Web Exclusives: Tooke's Take
a PAW web exclusive column by Wes Tooke '98 (email: cwtooke@princeton.edu)

March 7 , 2001:
The Greatest Generation
Learning about sacrifice by reading Memorials

by Wes Tooke '98

I have recently adopted the somewhat morbid habit of carefully reading the Memorials in every issue of the PAW. While regular readers of this column might suspect that I am eagerly scanning for obnoxious members of the various Princeton e-mail lists, my interest-for once-serves a nobler purpose. I have become fascinated by the way Princeton graduates choose to spend their years.

I am particularly interested in the men who graduated in the decade surrounding the Second World War; those who stepped away from the pedestrian progression of a typical Princeton experience to fight the greatest evil the world has ever known. For obvious demographic reasons the Memorials these days are filled with members of the classes of the late thirties and early forties, and every short tribute to a departed Tiger makes me want to know more. I sometimes try to imagine what it would be like to leave campus after my sophomore year to fight with Patton in Europe. Or to abandon my current "job" and fly with the Army Air Force in Europe. Or to have served on a tiny escort surrounded by hostile behemoths in the Battle of Leyte Gulf.

Somehow I doubt that I would have served with the distinction evident even in the abridged text of the Memorials, and somehow I doubt that I would have returned to civilian life with a similar level of grace. Perhaps they served a stiffer brand of beer back then in the clubs. No matter what the reason, every tiny entry is a reminder of lives lived with a degree of sacrifice virtually unknown today. And what's even more remarkable is that most of these men went on to live lives that demonstrate the remarkable range of options that a Princeton education can present to those whom are brave enough to sample widely. In the last two issues alone I've read about orchids and mysticism and moon landings and oceanography.

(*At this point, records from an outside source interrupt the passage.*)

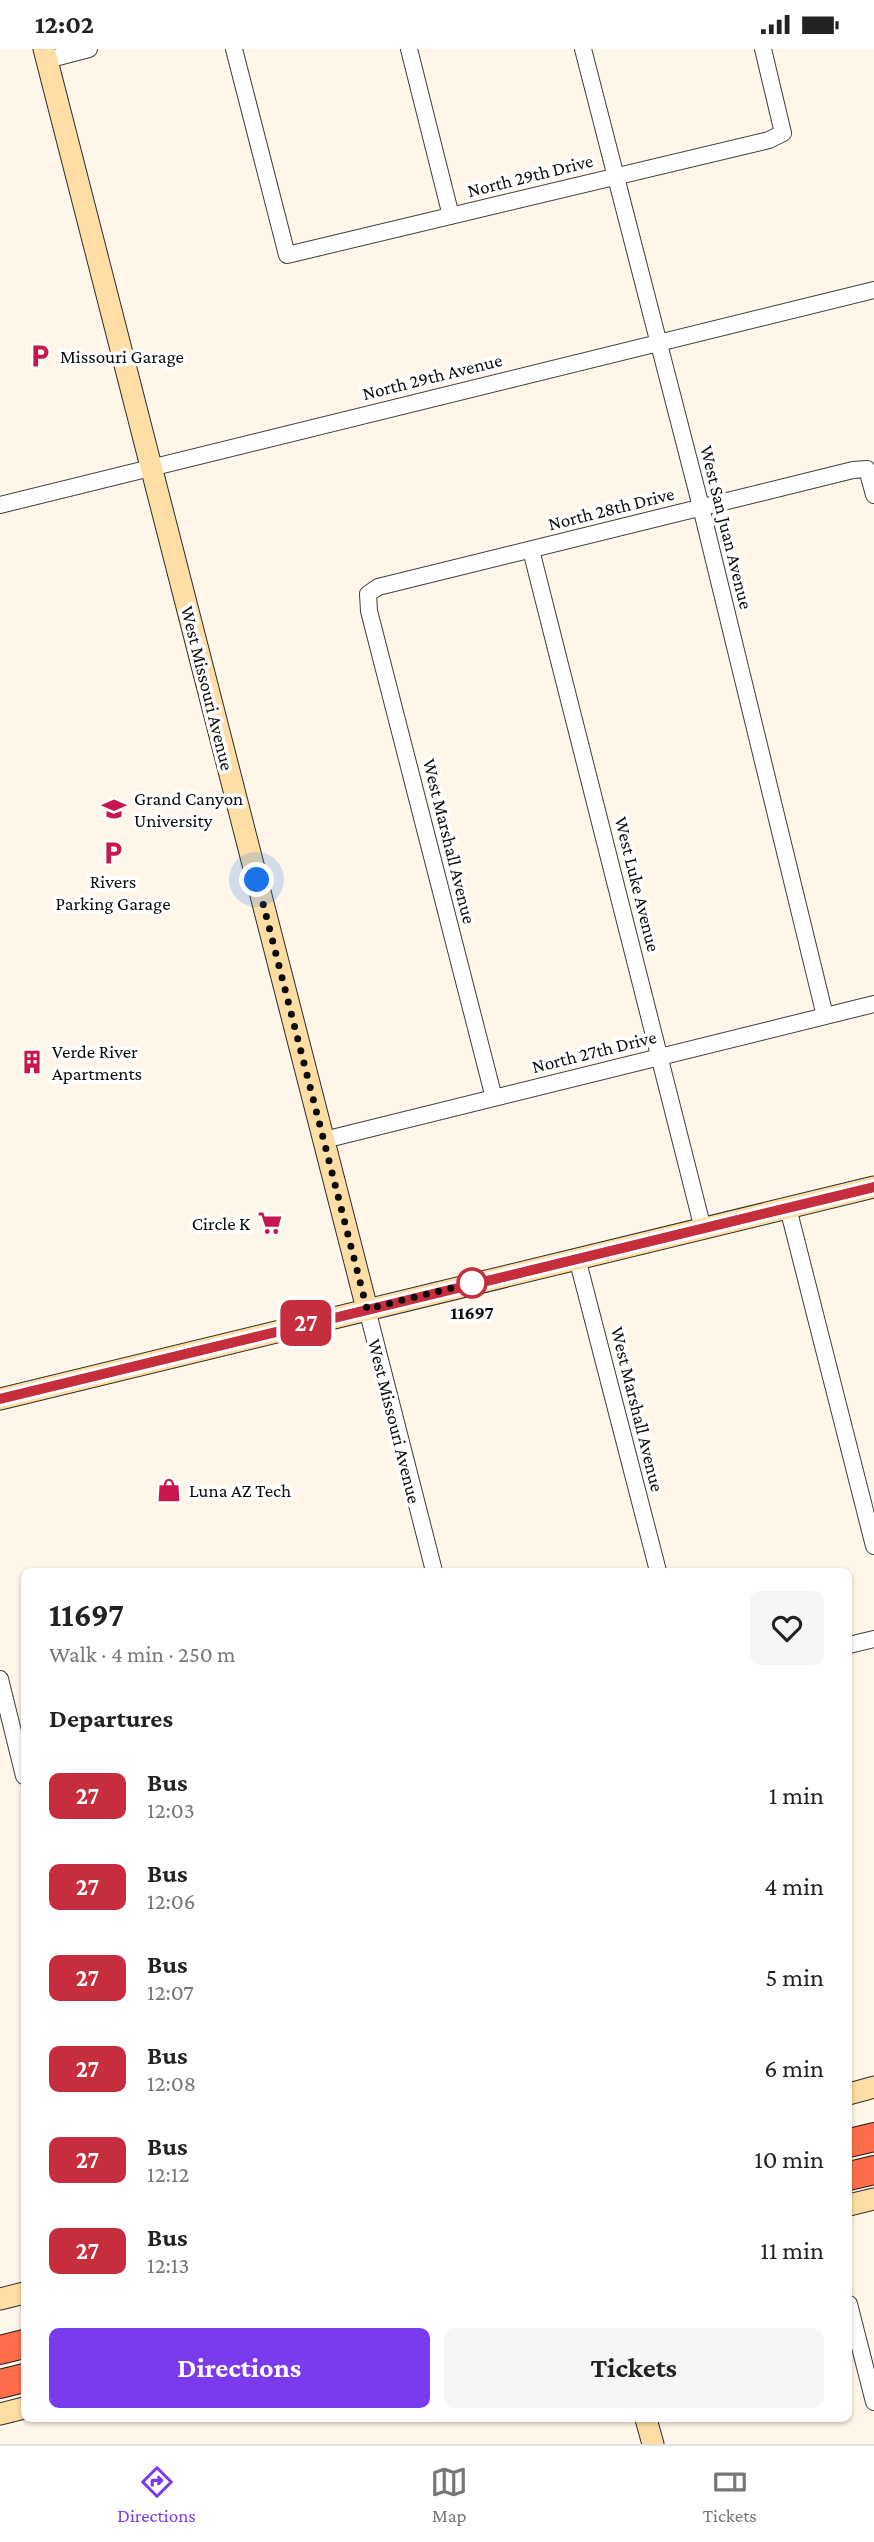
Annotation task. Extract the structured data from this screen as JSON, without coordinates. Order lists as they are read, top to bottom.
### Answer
{
  "streets": {
    "street": [
      "North 29th Drive",
      "North 29th Avenue",
      "North 28th Drive",
      "West San Juan Avenue",
      "West Missouri Avenue",
      "West Marshall Avenue",
      "West Luke Avenue",
      "North 27th Drive"
    ]
  },
  "crossings": [
    ["North 29th Drive", "West San Juan Avenue"],
    ["North 29th Avenue", "West San Juan Avenue"],
    ["North 29th Avenue", "West Missouri Avenue"],
    ["North 28th Drive", "West San Juan Avenue"],
    ["North 28th Drive", "West Marshall Avenue"],
    ["North 28th Drive", "West Luke Avenue"],
    ["West San Juan Avenue", "North 27th Drive"],
    ["West Missouri Avenue", "North 27th Drive"],
    ["West Marshall Avenue", "North 27th Drive"],
    ["West Luke Avenue", "North 27th Drive"]
  ],
  "places": {
    "parking": ["Missouri Garage", "Rivers Parking Garage"],
    "school or university": ["Grand Canyon University"],
    "building": ["Verde River Apartments"],
    "supermarket": ["Circle K"],
    "other": ["11697"],
    "shop": ["Luna AZ Tech"]
  },
  "lines": ["bus line 27"],
  "page": {
    "status": "12:02",
    "on_map": "27",
    "heading": [
      ["11697", "Walk · 4 min · 250 m"],
      "Departures"
    ],
    "list": [
      {
        "mark": "27",
        "name": "Bus",
        "note": "12:03",
        "value": "1 min"
      },
      {
        "mark": "27",
        "name": "Bus",
        "note": "12:06",
        "value": "4 min"
      },
      {
        "mark": "27",
        "name": "Bus",
        "note": "12:07",
        "value": "5 min"
      },
      {
        "mark": "27",
        "name": "Bus",
        "note": "12:08",
        "value": "6 min"
      },
      {
        "mark": "27",
        "name": "Bus",
        "note": "12:12",
        "value": "10 min"
      },
      {
        "mark": "27",
        "name": "Bus",
        "note": "12:13",
        "value": "11 min"
      }
    ],
    "buttons": ["Directions", "Tickets"],
    "tabs": ["Directions", "Map", "Tickets"]
  }
}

So as my own hopelessly inadequate tribute to the Princetonians of my grandfathers' generation, I've selected four Memorials from the last two issues that especially touched me. Many thanks to the class secretaries who wrote the original text. Any interesting information contained herein comes from them; all mistakes are mine.

John M. Smyth '37

Johnny Smyth was on the boxing squad at Princeton and a member of Tiger Inn. Upon graduating, he attended Northwestern University School of Law and had just begun practicing when the Japanese bombed Pearl Harbor. Mr. Smyth served for almost four years in the Navy, starting as the commander of a gun crew on a Liberty ship before transferring to a destroyer escort. He won a Presidential Citation in 1944 when his tiny escort torpedoed a Japanese heavy cruiser during the battle of Leyte Gulf. After the war, Mr. Smyth gave up the law and returned to his family's furniture business. His friend Roger Barrett describes him as being "the most widely-beloved man I have ever known."

Richard Dike Faxon '42

At Princeton Dick Faxon majored in geology, won three letters on the hockey team, and was a member of Cap and Gown. He joined the Army Air Corps upon the outbreak of war and flew Spitfires and P-51s in the Mediterranean. Mr. Faxon won the Distinguished Flying Cross and the Silver Star among other awards en route to becoming the only acknowledged Class of '42 ace. After the war, Mr. Faxon worked as a geologist for the Keener Oil Company.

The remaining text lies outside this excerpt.